Chapter 1
Now that we have settled into our temporary, snowy home I have begun my second novel, again. I was about 25K in to the last draft when I went back to rewrite the first one again, then came back, looked at what I had and that – nope, that’s not it. Scrapped. Now, with an updated Scrivener programme and a new outlook, mainly onto a snow-covered Edinburgh street, I am ready to write. Today I finished the first chapter and have hit 5K. Whoopee or big deal? It’s not a novel yet, but I know, roughly, where I’m going. And for me only knowing where I’m going gets me going, even if I change my route as I write. My next target is 10K and if I hit it I will take myself to see a Czech animated “Alice” that has been on my to-see list for a long, long time. Maybe that will get me through Chapter 2? My first novel has really short chapters because I’m bouncing around in different heads and time periods. Maybe this one will be different.
This picture is a location for my first chapter. Maybe the best part about writing is the researching, and certainly when you’re telling a story that is “true.” Today I got my main character from a police cell to the locked compartment of the toy steam train in the Isle of Man, via police-lined streets and the Liverpool Stadium, where thousands of women were kept awaiting ferries in May 1940. The Stadium was opened in 1932, became a famous rock venue in the 1970s and was demolished in the 1980s. I wonder what it will have been like, entirely filled with frightened, exhausted women and no men there to thump one another or cheer? But then, that wondering is the other best part of writing.
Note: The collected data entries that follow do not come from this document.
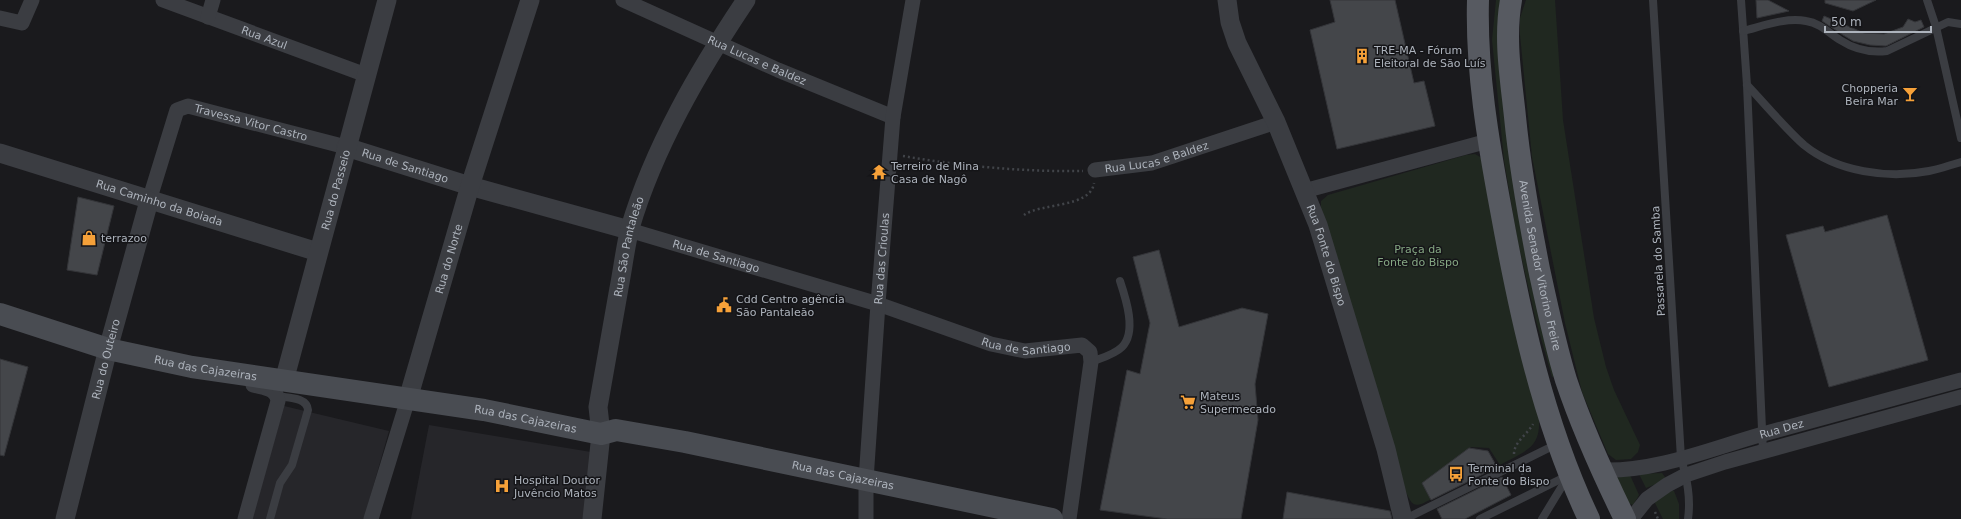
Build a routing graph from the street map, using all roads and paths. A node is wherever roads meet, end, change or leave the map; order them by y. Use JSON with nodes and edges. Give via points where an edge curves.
{"nodes":[{"id":1,"x":32,"y":0,"type":"edge"},
{"id":2,"x":163,"y":0,"type":"edge"},
{"id":3,"x":213,"y":0,"type":"edge"},
{"id":4,"x":387,"y":0,"type":"edge"},
{"id":5,"x":530,"y":0,"type":"edge"},
{"id":6,"x":623,"y":0,"type":"edge"},
{"id":7,"x":746,"y":0,"type":"edge"},
{"id":8,"x":913,"y":0,"type":"edge"},
{"id":9,"x":1227,"y":0,"type":"edge"},
{"id":10,"x":1478,"y":0,"type":"edge"},
{"id":11,"x":1511,"y":0,"type":"edge"},
{"id":12,"x":1653,"y":0,"type":"edge"},
{"id":13,"x":1741,"y":0,"type":"edge"},
{"id":14,"x":1927,"y":0,"type":"edge"},
{"id":15,"x":208,"y":17,"type":"junction"},
{"id":16,"x":0,"y":18,"type":"edge"},
{"id":17,"x":1961,"y":24,"type":"edge"},
{"id":18,"x":1936,"y":27,"type":"junction"},
{"id":19,"x":1743,"y":31,"type":"junction"},
{"id":20,"x":718,"y":42,"type":"junction"},
{"id":21,"x":366,"y":75,"type":"junction"},
{"id":22,"x":1748,"y":85,"type":"junction"},
{"id":23,"x":893,"y":118,"type":"junction"},
{"id":24,"x":1276,"y":122,"type":"junction"},
{"id":25,"x":1961,"y":138,"type":"edge"},
{"id":26,"x":1488,"y":141,"type":"junction"},
{"id":27,"x":346,"y":147,"type":"junction"},
{"id":28,"x":0,"y":153,"type":"edge"},
{"id":29,"x":890,"y":154,"type":"junction"},
{"id":30,"x":1961,"y":162,"type":"edge"},
{"id":31,"x":1095,"y":170,"type":"junction"},
{"id":32,"x":470,"y":186,"type":"junction"},
{"id":33,"x":1304,"y":191,"type":"junction"},
{"id":34,"x":149,"y":201,"type":"junction"},
{"id":35,"x":1024,"y":215,"type":"dead end"},
{"id":36,"x":629,"y":230,"type":"junction"},
{"id":37,"x":318,"y":252,"type":"junction"},
{"id":38,"x":1120,"y":282,"type":"dead end"},
{"id":39,"x":878,"y":304,"type":"junction"},
{"id":40,"x":0,"y":314,"type":"edge"},
{"id":41,"x":108,"y":349,"type":"junction"},
{"id":42,"x":1091,"y":362,"type":"junction"},
{"id":43,"x":1961,"y":380,"type":"edge"},
{"id":44,"x":281,"y":388,"type":"junction"},
{"id":45,"x":1961,"y":397,"type":"edge"},
{"id":46,"x":408,"y":399,"type":"junction"},
{"id":47,"x":601,"y":434,"type":"junction"},
{"id":48,"x":1762,"y":435,"type":"junction"},
{"id":49,"x":1557,"y":444,"type":"junction"},
{"id":50,"x":1763,"y":452,"type":"junction"},
{"id":51,"x":1681,"y":458,"type":"junction"},
{"id":52,"x":1601,"y":470,"type":"junction"},
{"id":53,"x":1570,"y":474,"type":"junction"},
{"id":54,"x":1686,"y":476,"type":"junction"},
{"id":55,"x":866,"y":480,"type":"junction"},
{"id":56,"x":1583,"y":515,"type":"edge"},
{"id":57,"x":65,"y":519,"type":"edge"},
{"id":58,"x":245,"y":519,"type":"edge"},
{"id":59,"x":270,"y":519,"type":"edge"},
{"id":60,"x":371,"y":519,"type":"edge"},
{"id":61,"x":592,"y":519,"type":"edge"},
{"id":62,"x":866,"y":519,"type":"edge"},
{"id":63,"x":1052,"y":519,"type":"edge"},
{"id":64,"x":1069,"y":519,"type":"edge"},
{"id":65,"x":1404,"y":519,"type":"edge"},
{"id":66,"x":1480,"y":519,"type":"edge"},
{"id":67,"x":1542,"y":519,"type":"edge"},
{"id":68,"x":1625,"y":519,"type":"edge"},
{"id":69,"x":1631,"y":519,"type":"edge"},
{"id":70,"x":1688,"y":519,"type":"edge"}],
"edges":[{"from":1,"to":16,"type":"street","via":[[22,23]]},
{"from":2,"to":15,"type":"street","name":"Rua Azul"},
{"from":3,"to":15,"type":"street"},
{"from":4,"to":21,"type":"street","name":"Rua do Passeio"},
{"from":5,"to":32,"type":"street","name":"Rua do Norte"},
{"from":6,"to":20,"type":"street","name":"Rua Lucas e Baldez"},
{"from":7,"to":20,"type":"street","name":"Rua São Pantaleão"},
{"from":8,"to":23,"type":"street","name":"Rua das Crioulas"},
{"from":9,"to":24,"type":"street","name":"Rua Fonte do Bispo","via":[[1230,22],[1237,43]]},
{"from":10,"to":26,"type":"main road","via":[[1477,27]]},
{"from":11,"to":52,"type":"main road","name":"Avenida Senador Vitorino Freire","via":[[1507,44],[1526,204],[1564,373]]},
{"from":12,"to":51,"type":"lane","name":"Passarela do Samba"},
{"from":13,"to":19,"type":"lane"},
{"from":14,"to":18,"type":"lane"},
{"from":15,"to":21,"type":"street","name":"Rua Azul"},
{"from":17,"to":18,"type":"lane","via":[[1948,22]]},
{"from":18,"to":19,"type":"lane","via":[[1887,51],[1878,52],[1848,45],[1816,23],[1806,21],[1776,22]]},
{"from":18,"to":25,"type":"lane"},
{"from":19,"to":22,"type":"lane"},
{"from":20,"to":23,"type":"street","name":"Rua Lucas e Baldez"},
{"from":20,"to":36,"type":"street","name":"Rua São Pantaleão","via":[[657,156]]},
{"from":21,"to":27,"type":"street","name":"Rua do Passeio"},
{"from":22,"to":30,"type":"lane","via":[[1805,145],[1826,159],[1845,167],[1868,172],[1904,173],[1929,171]]},
{"from":22,"to":48,"type":"lane"},
{"from":23,"to":29,"type":"street","name":"Rua das Crioulas"},
{"from":24,"to":31,"type":"street","name":"Rua Lucas e Baldez","via":[[1152,163]]},
{"from":24,"to":33,"type":"street","name":"Rua Fonte do Bispo"},
{"from":26,"to":33,"type":"street"},
{"from":26,"to":49,"type":"main road","via":[[1511,266],[1540,388]]},
{"from":27,"to":32,"type":"street","name":"Rua de Santiago"},
{"from":27,"to":34,"type":"street","name":"Travessa Vitor Castro","via":[[188,106],[182,107],[178,110]]},
{"from":27,"to":37,"type":"street","name":"Rua do Passeio"},
{"from":28,"to":34,"type":"street","name":"Rua Caminho da Boiada"},
{"from":29,"to":31,"type":"path","name":"Rua Lucas e Baldez","via":[[987,166],[1061,171]]},
{"from":29,"to":39,"type":"street","name":"Rua das Crioulas"},
{"from":31,"to":35,"type":"path","via":[[1093,188],[1086,196],[1060,205],[1029,211]]},
{"from":32,"to":36,"type":"street","name":"Rua de Santiago"},
{"from":32,"to":46,"type":"street","name":"Rua do Norte"},
{"from":33,"to":65,"type":"street","name":"Rua Fonte do Bispo","via":[[1318,225],[1386,449]]},
{"from":34,"to":37,"type":"street","name":"Rua Caminho da Boiada"},
{"from":34,"to":41,"type":"street","name":"Rua do Outeiro"},
{"from":36,"to":39,"type":"street","name":"Rua de Santiago"},
{"from":36,"to":47,"type":"street","name":"Rua São Pantaleão","via":[[598,407]]},
{"from":37,"to":44,"type":"street","name":"Rua do Passeio"},
{"from":38,"to":42,"type":"lane","via":[[1128,304],[1130,325],[1127,337],[1122,347]]},
{"from":39,"to":42,"type":"street","name":"Rua de Santiago","via":[[991,344],[1025,351],[1082,345],[1090,352]]},
{"from":39,"to":55,"type":"street","name":"Rua das Crioulas"},
{"from":40,"to":41,"type":"main road","name":"Rua das Cajazeiras"},
{"from":41,"to":44,"type":"main road","name":"Rua das Cajazeiras"},
{"from":41,"to":57,"type":"street","name":"Rua do Outeiro"},
{"from":42,"to":64,"type":"street"},
{"from":43,"to":48,"type":"street","name":"Rua Dez"},
{"from":44,"to":46,"type":"main road","name":"Rua das Cajazeiras"},
{"from":44,"to":58,"type":"street","name":"Rua do Passeio"},
{"from":44,"to":59,"type":"lane","via":[[306,403],[308,410],[292,465],[280,483]]},
{"from":45,"to":50,"type":"street","name":"Rua Dez"},
{"from":46,"to":47,"type":"main road","name":"Rua das Cajazeiras","via":[[484,410]]},
{"from":46,"to":60,"type":"street","name":"Rua do Norte"},
{"from":47,"to":55,"type":"main road","name":"Rua das Cajazeiras","via":[[616,430]]},
{"from":47,"to":61,"type":"street","name":"Rua São Pantaleão"},
{"from":48,"to":50,"type":"lane"},
{"from":48,"to":51,"type":"street","name":"Rua Dez"},
{"from":49,"to":53,"type":"main road"},
{"from":49,"to":65,"type":"lane"},
{"from":50,"to":54,"type":"street","name":"Rua Dez"},
{"from":51,"to":52,"type":"street","name":"Rua Dez","via":[[1632,470]]},
{"from":51,"to":54,"type":"lane","name":"Passarela do Samba"},
{"from":52,"to":68,"type":"main road","name":"Avenida Senador Vitorino Freire"},
{"from":53,"to":56,"type":"main road"},
{"from":53,"to":66,"type":"lane"},
{"from":53,"to":67,"type":"lane"},
{"from":54,"to":69,"type":"street","name":"Rua Dez","via":[[1647,499]]},
{"from":54,"to":70,"type":"lane","name":"Passarela do Samba","via":[[1690,505]]},
{"from":55,"to":62,"type":"street","name":"Rua das Crioulas"},
{"from":55,"to":63,"type":"main road","name":"Rua das Cajazeiras"}]}
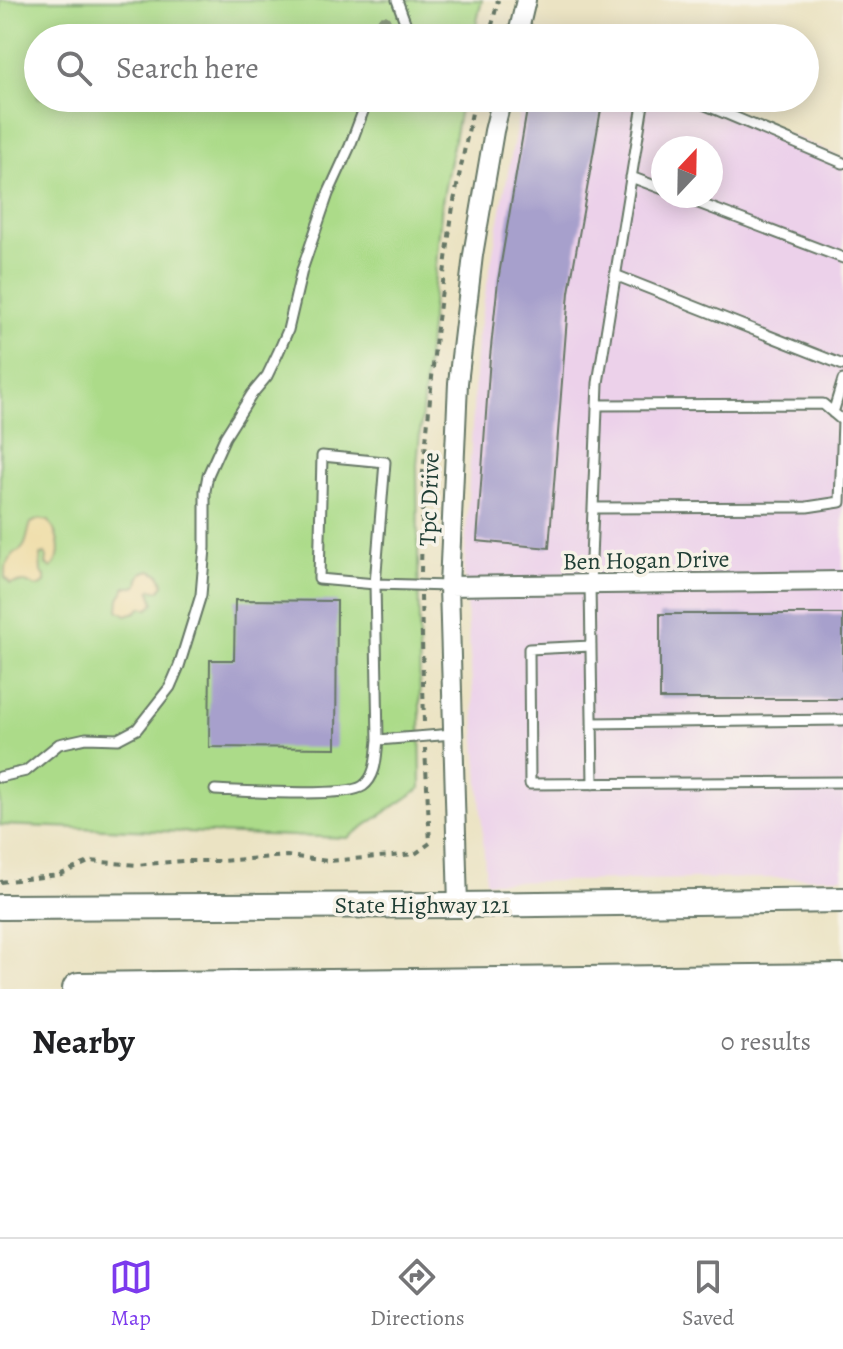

Congratulations, Peggy, that’s a great start. And managing to get one character from a certain place to another place is hugely important – at the moment, I’m struggling. Just trying to fill up massive holes in my plot. Got any cement?
Ha!
No.
You don’t need any help from the likes of me! If you don’t feel like writing or can’t see how to fill the holes, I think it means that “you” need filling. A little time out to daydream and wander and you’ll come back with fresh eyes – or that’s how I excuse my behaviour, anyway!